Lockdown Diaries: The moral importance of frugality by Krupa Ge
Events have forced individuals to look inward and appreciate gentler ways of being
Writers are uniquely placed to give life advice to the urban salaried class as this lockdown plays out across India. It’s because most writers, especially those of us who freelance or have day jobs, which too require us to work from home, are no strangers to social distancing. It’s what our lives are made of for most parts of the year. My days usually flow seamlessly, from work to life... I am always living and always working. Available at once to everyone and to no one in particular.

As I see more of my friends post their days and dilemmas on social media, I recognise the stages they are in. When a loved one said she’d entered the “pyjama” phase, I said, “Welcome to my life”. One of the great advantages of working from home is the glorious feeling of typing away potentially life-altering, explosive exposes, or lyrical prose that probes the human condition, all the while dressed in the most comfortable pair of clothes you own. For me, it’s these loose, export-reject t-shirts (God bless Tiruppur!) that let me breathe. They have the most bizarre captions; the one I am wearing as I type says, “Outdoor Adventure… Buffalo DNM… One With One Self”. My pyjamas allow me to sit in the padmasana.
There is no one way to live and work from the same space. The point is that you have the freedom to do what you want. To wake up a bit late or early. To make your own meal or order in. To clean or not. To wash up or not. The one thing those of us who work from home do know is to get the job done. No matter what -- especially writers who have no one else, apart from their editors, if they have a book deal already in place, asking them how work is going. And to work in the house, taking breaks to cook or clean up. It is a skill worth acquiring that takes a while to acquire.
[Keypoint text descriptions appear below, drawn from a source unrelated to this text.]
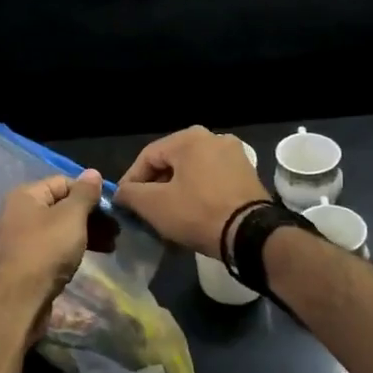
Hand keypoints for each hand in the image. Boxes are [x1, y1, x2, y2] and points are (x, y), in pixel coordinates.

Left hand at [0, 170, 103, 289]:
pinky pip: (51, 248)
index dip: (89, 193)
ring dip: (85, 234)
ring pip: (58, 229)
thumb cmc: (46, 250)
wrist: (18, 299)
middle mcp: (18, 213)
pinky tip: (87, 259)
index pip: (63, 182)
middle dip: (90, 217)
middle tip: (116, 232)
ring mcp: (19, 239)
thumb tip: (93, 172)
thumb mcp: (71, 217)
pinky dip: (70, 250)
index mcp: (26, 195)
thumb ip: (84, 194)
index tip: (111, 209)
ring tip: (109, 247)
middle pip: (61, 206)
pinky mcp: (23, 263)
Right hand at [114, 127, 268, 257]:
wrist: (251, 234)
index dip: (130, 180)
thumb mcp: (154, 205)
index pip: (147, 156)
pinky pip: (212, 180)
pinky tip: (191, 215)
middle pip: (171, 163)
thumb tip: (120, 193)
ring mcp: (234, 155)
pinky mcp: (247, 174)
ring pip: (192, 173)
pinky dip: (197, 194)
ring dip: (176, 192)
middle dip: (154, 188)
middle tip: (144, 211)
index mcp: (189, 138)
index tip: (123, 203)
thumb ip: (130, 194)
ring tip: (166, 216)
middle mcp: (213, 138)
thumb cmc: (198, 213)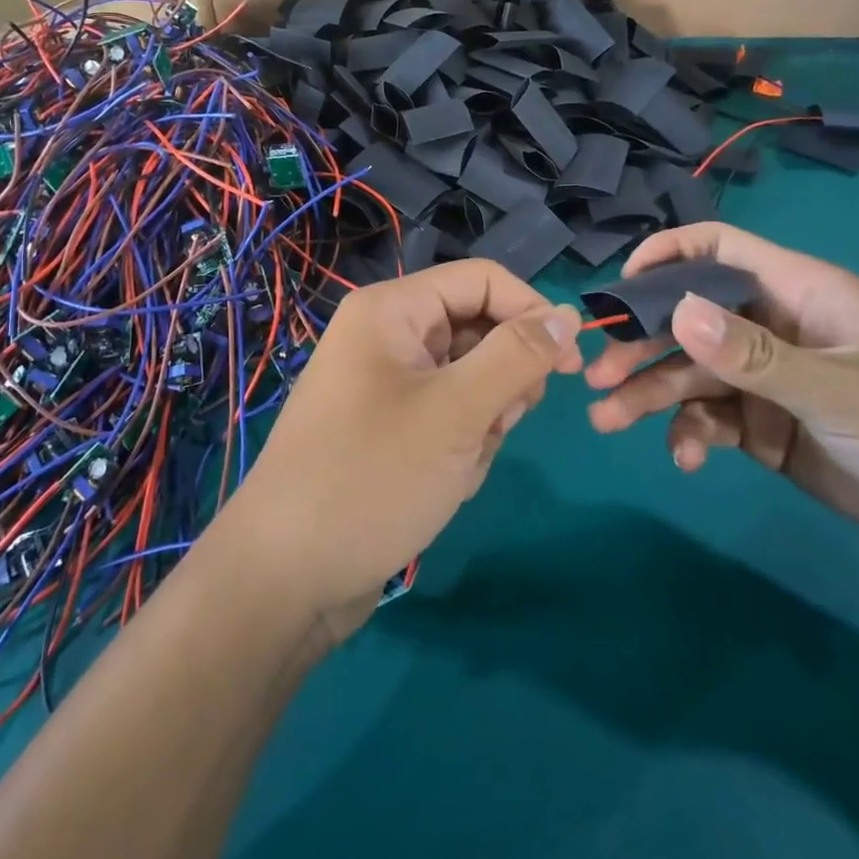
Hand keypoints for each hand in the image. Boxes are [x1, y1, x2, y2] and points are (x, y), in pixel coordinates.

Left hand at [225, 260, 582, 636]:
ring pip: (469, 382)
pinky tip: (443, 486)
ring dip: (483, 424)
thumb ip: (517, 356)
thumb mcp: (457, 412)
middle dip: (501, 382)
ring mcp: (385, 386)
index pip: (482, 281)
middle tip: (496, 426)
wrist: (287, 577)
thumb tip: (566, 313)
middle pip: (477, 331)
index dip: (531, 312)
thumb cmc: (373, 478)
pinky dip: (460, 449)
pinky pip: (448, 419)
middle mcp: (386, 337)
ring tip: (458, 465)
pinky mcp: (388, 429)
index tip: (572, 365)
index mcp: (392, 310)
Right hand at [585, 222, 858, 565]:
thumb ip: (756, 356)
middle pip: (689, 320)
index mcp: (799, 294)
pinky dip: (692, 435)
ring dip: (650, 394)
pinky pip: (714, 420)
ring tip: (609, 421)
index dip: (665, 256)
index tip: (619, 289)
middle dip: (641, 344)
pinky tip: (686, 459)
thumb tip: (677, 312)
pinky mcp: (770, 428)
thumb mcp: (842, 390)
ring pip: (692, 374)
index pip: (719, 249)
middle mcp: (775, 329)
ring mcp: (770, 380)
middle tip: (596, 376)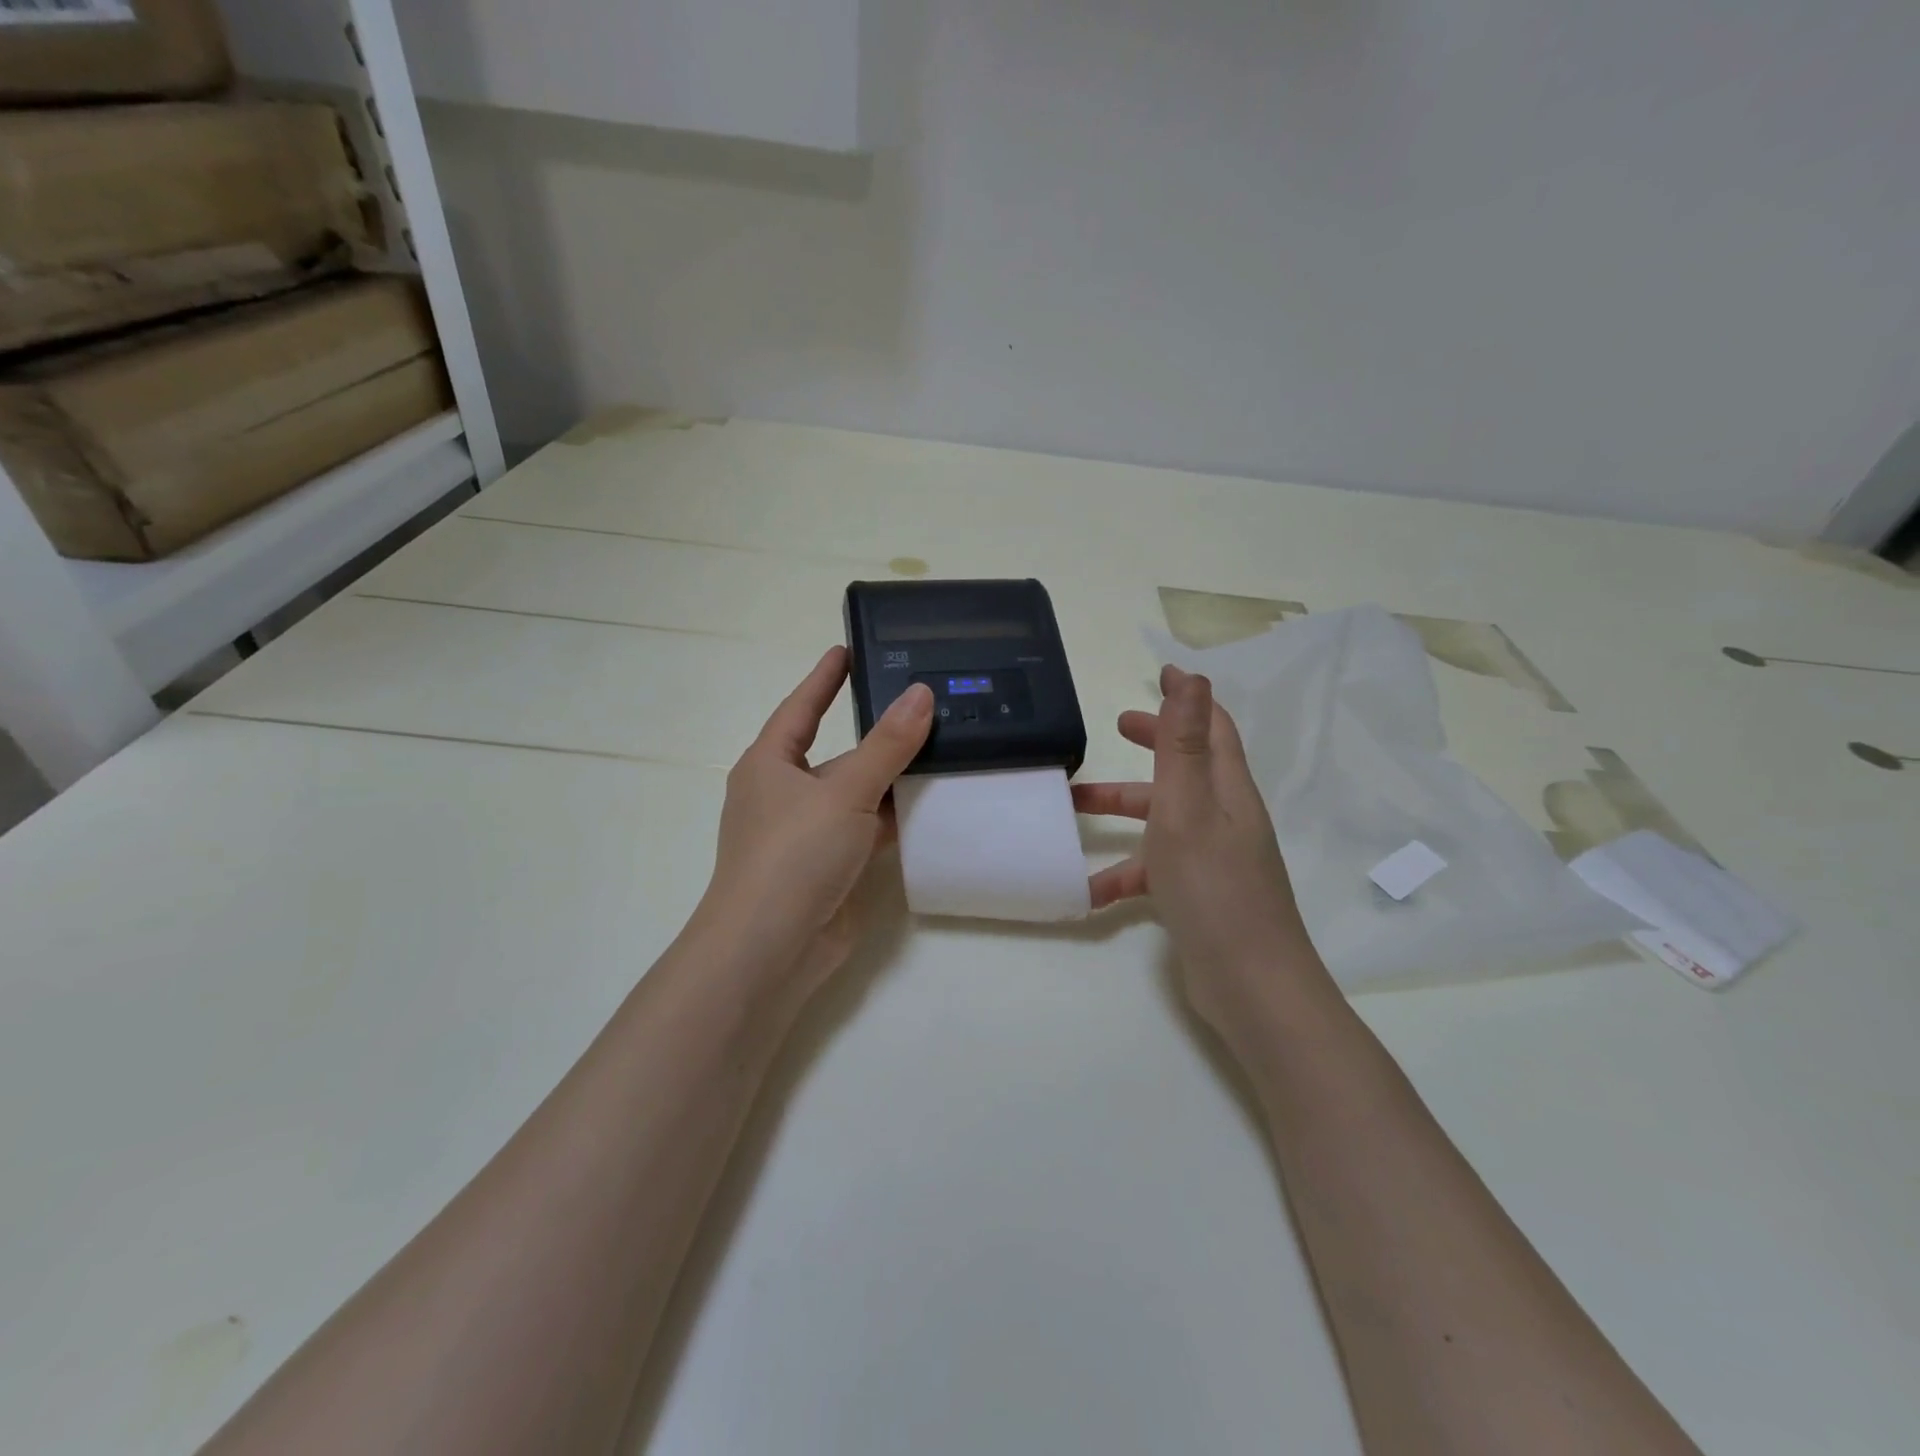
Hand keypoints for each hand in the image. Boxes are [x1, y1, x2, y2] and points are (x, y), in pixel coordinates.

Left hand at [694, 646, 932, 995]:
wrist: (772, 949)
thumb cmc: (793, 854)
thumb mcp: (843, 791)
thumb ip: (887, 745)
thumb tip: (921, 694)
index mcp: (770, 764)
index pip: (801, 707)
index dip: (825, 677)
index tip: (848, 648)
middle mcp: (786, 793)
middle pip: (836, 751)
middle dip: (876, 732)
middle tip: (922, 701)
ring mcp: (809, 833)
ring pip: (858, 793)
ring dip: (893, 777)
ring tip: (944, 746)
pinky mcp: (832, 866)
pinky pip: (869, 829)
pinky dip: (897, 817)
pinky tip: (935, 803)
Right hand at [1073, 666, 1325, 1034]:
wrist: (1251, 986)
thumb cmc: (1214, 889)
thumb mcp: (1188, 810)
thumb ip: (1183, 746)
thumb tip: (1194, 678)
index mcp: (1226, 790)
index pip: (1211, 729)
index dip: (1188, 699)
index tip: (1161, 674)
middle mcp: (1224, 817)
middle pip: (1186, 767)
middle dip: (1153, 744)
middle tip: (1117, 729)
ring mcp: (1214, 858)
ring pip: (1163, 818)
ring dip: (1122, 808)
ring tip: (1072, 808)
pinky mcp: (1199, 894)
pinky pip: (1155, 869)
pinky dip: (1123, 872)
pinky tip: (1085, 892)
Last year, around this time, believe it or not, I was more socially distant than I have been during this lockdown. I was working on the final draft of Rivers Remember. There were days when my spouse headed out to work and came back home to find me in the same spot. I’d take a break to eat lunch, and then later in the night dinner with him. After each meal, it was back to the sofa or the floor in the living room, my legs stretched out and all my research spread around on the floor like an art installation. No one was allowed to rearrange, or clean the area. Each day, during those weeks, was the same. There were others when I didn’t see the outside world at all.
The other day, while checking in on a friend, I joked that normally I live my life like I am on quarantine. This lockdown, though, has given me an inexplicable urge to change my days. And by the time it is over, it might have permanently transformed how I work and live.
The fact that I am not allowed to go out is weighing on my mind, constantly. And it plays out in different ways. Sometimes, I open the windows in the room facing the road in our home and watch… for some signs of human activity. I volunteer to go and pick up groceries, so I can see the world outside. I take longer routes to reach the nearby store…
I was out this Sunday to buy vegetables and household supplies. The roads had been hollowed out of humans, though the supermarket was busy. The sky was that Chennai-summer blue, unblemished; not even stray clouds. On either side of the streets, trees were making a mockery of the grimness. Bursts of kondrai and bougainvillea in brilliant colours carpeted the roads and walls as a generous breeze sent them shivering. On an arterial road, the traffic was so low that people who lived in a nearby building had tied a rope between two trees on the divider, and had hung out clothes to dry.

Every day, now, I walk up to the small green patch in my building and examine each tree. (I planted some mint sprigs the day of the lockdown and they’re slowly showing signs of life now.) In the evenings, after coffee and biscuits, I climb up to the terrace. The view isn’t great. I am boxed in by buildings that don’t allow my eyes to focus on anything that even comes close to being the horizon. There’s no scope for meditating there either. A monstrous glass reflects the setting sun in the most gawdy manner possible, blinding everything in its vicinity. It’s a bit stuffy and pigeons moan constantly from nearby, even as crows swoop down too close for comfort. But then again, our mango trees are loaded, and in the distance, I can hear a koel. Squirrels feast on the tiny guavas in the guava tree. Parrots sing in pairs, and high up in the sky, eagles glide gracefully. There’s no hum of engines, no sounds of construction that has haunted us for over a year now; no honking and no voices either. The sea breeze and a constantly-changing sky keep me company. And help calm my anxieties as well as the guilt and rage that come every day as I look at images of suffering and a déjà vu of past wrongs plays out on my timeline.
Five years ago, I witnessed a deadly flood. Last year, Chennai saw one of the worst droughts. I struggled to find and save water. This year, I am rationing food as shops shut down early, and the threat of supplies dwindling is looking increasingly real. All of these external events have forced me to look inward. They have taught me the moral importance of frugality. Of a gentler way of being. Of seeing. The world and myself. Of not taking for granted, the ‘normal’.
Krupa Ge is the author of Rivers Remember published by Westland/Context and the Editor-in-Chief of Silverscreen India. She’s currently working on her first novel.